What is required — Of the entries below, copy only those lines that contain the word "Fruit".

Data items
▼▼▼

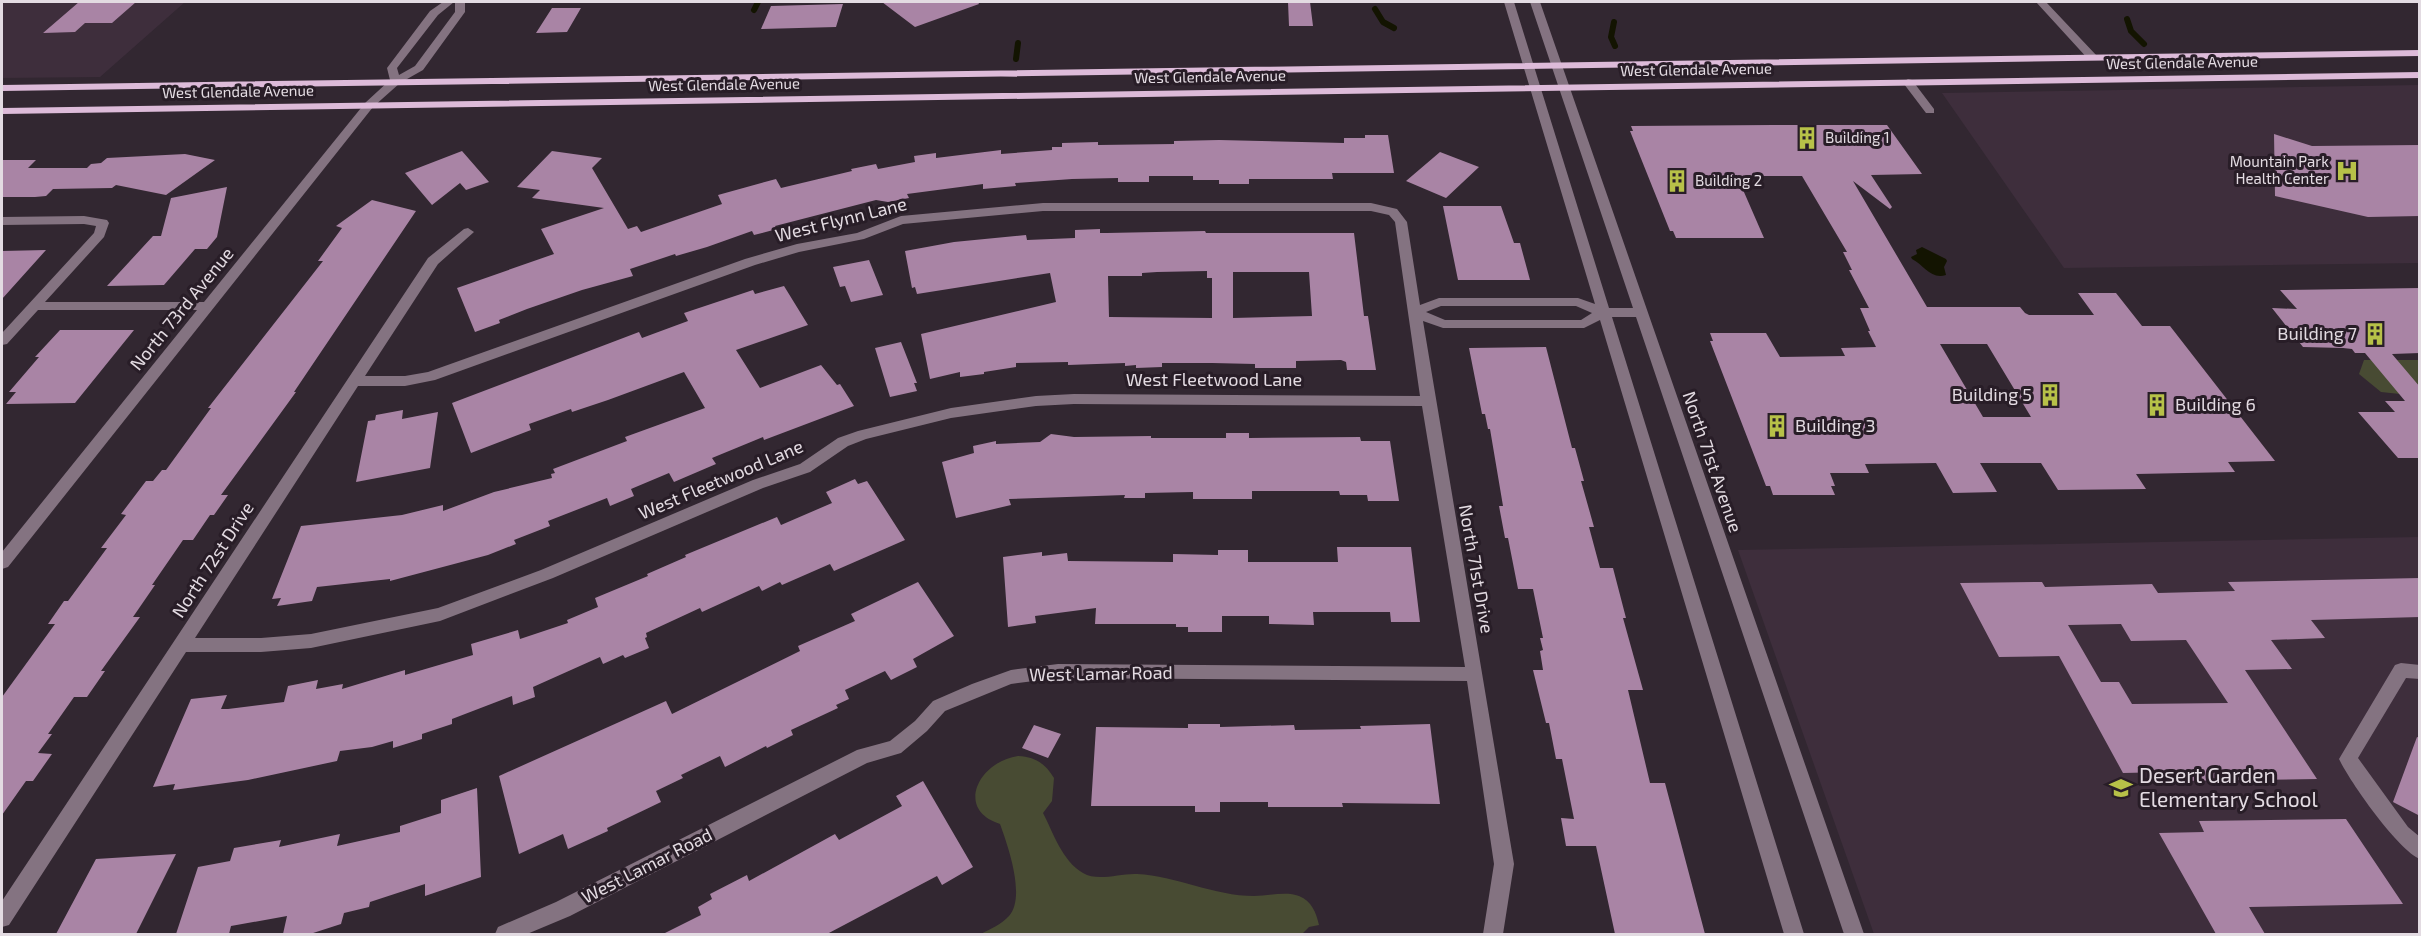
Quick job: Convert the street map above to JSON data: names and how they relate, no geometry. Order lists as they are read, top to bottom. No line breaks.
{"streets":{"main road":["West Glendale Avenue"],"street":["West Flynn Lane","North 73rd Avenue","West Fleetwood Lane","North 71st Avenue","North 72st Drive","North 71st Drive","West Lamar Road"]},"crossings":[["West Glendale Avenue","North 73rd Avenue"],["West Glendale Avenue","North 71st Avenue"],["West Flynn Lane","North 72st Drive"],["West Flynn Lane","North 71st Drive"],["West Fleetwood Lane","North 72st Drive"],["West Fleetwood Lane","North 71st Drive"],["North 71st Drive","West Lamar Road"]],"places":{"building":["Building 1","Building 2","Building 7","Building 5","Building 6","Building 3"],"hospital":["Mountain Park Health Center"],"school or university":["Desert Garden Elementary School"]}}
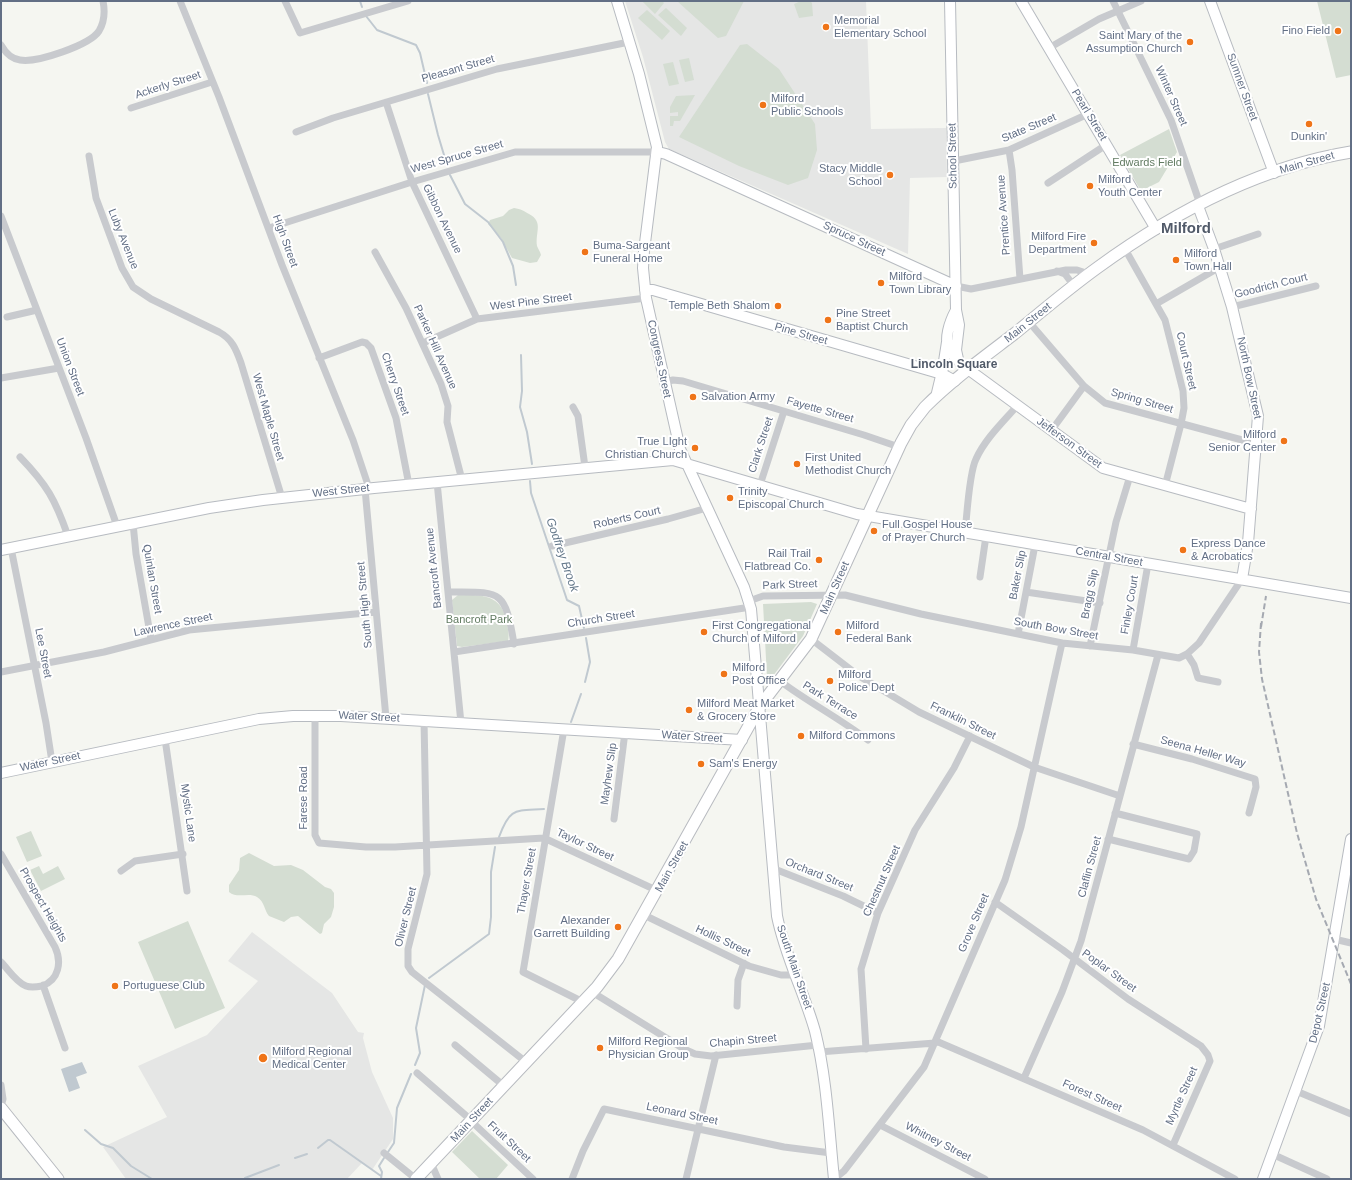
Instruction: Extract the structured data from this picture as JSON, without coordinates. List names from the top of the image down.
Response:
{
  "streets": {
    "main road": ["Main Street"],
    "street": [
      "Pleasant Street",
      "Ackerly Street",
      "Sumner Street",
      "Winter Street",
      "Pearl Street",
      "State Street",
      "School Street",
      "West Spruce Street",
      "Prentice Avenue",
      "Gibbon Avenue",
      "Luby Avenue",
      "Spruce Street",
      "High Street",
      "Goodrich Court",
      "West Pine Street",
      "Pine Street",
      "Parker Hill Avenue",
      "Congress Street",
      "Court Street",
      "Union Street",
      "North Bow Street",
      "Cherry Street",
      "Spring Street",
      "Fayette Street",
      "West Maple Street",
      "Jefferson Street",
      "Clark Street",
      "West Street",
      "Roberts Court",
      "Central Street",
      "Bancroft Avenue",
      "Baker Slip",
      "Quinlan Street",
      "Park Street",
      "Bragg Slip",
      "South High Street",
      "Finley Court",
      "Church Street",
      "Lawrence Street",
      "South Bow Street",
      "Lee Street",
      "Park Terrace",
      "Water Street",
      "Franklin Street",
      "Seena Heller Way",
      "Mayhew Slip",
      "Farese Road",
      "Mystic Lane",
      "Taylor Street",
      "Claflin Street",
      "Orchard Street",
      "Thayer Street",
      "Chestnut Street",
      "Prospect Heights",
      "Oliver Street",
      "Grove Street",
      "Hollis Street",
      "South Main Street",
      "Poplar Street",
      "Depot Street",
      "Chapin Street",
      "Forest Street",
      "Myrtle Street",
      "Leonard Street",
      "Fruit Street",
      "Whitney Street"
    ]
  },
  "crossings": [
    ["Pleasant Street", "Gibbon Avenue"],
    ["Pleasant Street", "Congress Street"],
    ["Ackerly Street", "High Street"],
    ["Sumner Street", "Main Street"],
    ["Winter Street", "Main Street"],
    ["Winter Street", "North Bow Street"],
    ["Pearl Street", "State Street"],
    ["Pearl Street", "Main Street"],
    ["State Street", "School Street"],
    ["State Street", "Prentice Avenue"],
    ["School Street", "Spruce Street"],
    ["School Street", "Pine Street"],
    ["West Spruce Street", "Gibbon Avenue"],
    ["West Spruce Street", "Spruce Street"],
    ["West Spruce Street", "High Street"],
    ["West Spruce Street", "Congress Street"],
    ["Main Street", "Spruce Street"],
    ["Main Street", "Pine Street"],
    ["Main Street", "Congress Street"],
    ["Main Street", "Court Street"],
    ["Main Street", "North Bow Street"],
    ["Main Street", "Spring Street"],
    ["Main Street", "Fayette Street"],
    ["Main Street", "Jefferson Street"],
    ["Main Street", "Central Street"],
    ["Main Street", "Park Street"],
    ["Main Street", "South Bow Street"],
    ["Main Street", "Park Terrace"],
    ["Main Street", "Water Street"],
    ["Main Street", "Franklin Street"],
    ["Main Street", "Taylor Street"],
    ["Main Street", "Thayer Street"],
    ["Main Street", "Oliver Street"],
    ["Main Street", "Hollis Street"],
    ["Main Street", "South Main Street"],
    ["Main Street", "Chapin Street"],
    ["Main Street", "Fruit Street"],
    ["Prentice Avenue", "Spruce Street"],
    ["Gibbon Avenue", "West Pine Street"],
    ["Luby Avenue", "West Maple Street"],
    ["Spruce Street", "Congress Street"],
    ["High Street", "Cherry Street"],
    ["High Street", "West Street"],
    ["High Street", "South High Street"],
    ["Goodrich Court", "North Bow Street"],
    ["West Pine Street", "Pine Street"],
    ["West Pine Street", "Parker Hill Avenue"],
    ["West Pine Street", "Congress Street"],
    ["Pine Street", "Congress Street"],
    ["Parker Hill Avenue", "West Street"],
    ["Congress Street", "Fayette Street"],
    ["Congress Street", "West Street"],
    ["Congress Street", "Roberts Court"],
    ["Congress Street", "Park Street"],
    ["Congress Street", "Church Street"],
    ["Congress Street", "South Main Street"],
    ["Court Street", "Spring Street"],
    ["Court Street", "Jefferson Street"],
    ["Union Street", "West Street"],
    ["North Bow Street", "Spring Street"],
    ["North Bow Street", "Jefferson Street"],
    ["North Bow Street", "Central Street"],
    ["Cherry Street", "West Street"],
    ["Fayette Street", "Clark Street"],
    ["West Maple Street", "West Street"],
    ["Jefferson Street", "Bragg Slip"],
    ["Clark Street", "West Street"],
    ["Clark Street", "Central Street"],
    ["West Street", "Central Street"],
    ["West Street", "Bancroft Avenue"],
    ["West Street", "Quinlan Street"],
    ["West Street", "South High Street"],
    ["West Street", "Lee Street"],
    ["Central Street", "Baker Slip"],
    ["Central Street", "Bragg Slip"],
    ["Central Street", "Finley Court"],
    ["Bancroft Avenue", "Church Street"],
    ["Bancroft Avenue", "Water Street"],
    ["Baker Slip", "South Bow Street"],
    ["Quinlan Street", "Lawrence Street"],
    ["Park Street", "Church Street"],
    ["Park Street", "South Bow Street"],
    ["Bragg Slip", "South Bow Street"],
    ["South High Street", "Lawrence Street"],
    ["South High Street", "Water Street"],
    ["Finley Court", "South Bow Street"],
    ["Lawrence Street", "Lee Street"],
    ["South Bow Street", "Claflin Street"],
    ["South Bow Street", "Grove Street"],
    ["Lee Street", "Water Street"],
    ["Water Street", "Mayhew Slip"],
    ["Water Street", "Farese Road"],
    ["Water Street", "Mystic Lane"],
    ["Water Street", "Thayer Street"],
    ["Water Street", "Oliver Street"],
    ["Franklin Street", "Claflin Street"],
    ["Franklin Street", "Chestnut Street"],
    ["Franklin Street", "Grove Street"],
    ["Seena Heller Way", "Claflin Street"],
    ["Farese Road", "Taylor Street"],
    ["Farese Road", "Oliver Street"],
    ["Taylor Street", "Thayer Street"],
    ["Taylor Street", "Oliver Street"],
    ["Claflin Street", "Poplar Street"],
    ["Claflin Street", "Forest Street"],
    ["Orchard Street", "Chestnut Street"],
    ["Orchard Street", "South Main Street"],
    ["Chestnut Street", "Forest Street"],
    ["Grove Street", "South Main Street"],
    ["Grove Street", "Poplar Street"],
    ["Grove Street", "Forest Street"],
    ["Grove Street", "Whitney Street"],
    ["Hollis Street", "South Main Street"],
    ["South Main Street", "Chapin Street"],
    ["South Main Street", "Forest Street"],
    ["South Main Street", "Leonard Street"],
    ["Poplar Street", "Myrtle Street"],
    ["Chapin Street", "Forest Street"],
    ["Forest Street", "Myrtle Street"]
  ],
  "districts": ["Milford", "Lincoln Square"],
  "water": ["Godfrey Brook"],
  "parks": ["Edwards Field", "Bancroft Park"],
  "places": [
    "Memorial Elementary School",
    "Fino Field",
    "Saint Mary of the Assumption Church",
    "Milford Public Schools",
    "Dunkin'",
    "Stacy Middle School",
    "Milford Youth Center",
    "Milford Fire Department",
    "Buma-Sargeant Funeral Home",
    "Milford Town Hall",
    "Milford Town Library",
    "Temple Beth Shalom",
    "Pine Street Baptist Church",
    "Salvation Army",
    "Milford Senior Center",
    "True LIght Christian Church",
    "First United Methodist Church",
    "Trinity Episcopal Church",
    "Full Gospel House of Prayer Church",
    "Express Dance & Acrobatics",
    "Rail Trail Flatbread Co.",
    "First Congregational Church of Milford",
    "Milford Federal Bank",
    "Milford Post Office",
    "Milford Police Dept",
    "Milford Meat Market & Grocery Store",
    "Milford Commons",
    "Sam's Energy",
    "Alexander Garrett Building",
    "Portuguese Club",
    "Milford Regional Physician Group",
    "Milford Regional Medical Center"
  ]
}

▲▲▲

Answer space —
      "Fruit Street",
    ["Main Street", "Fruit Street"],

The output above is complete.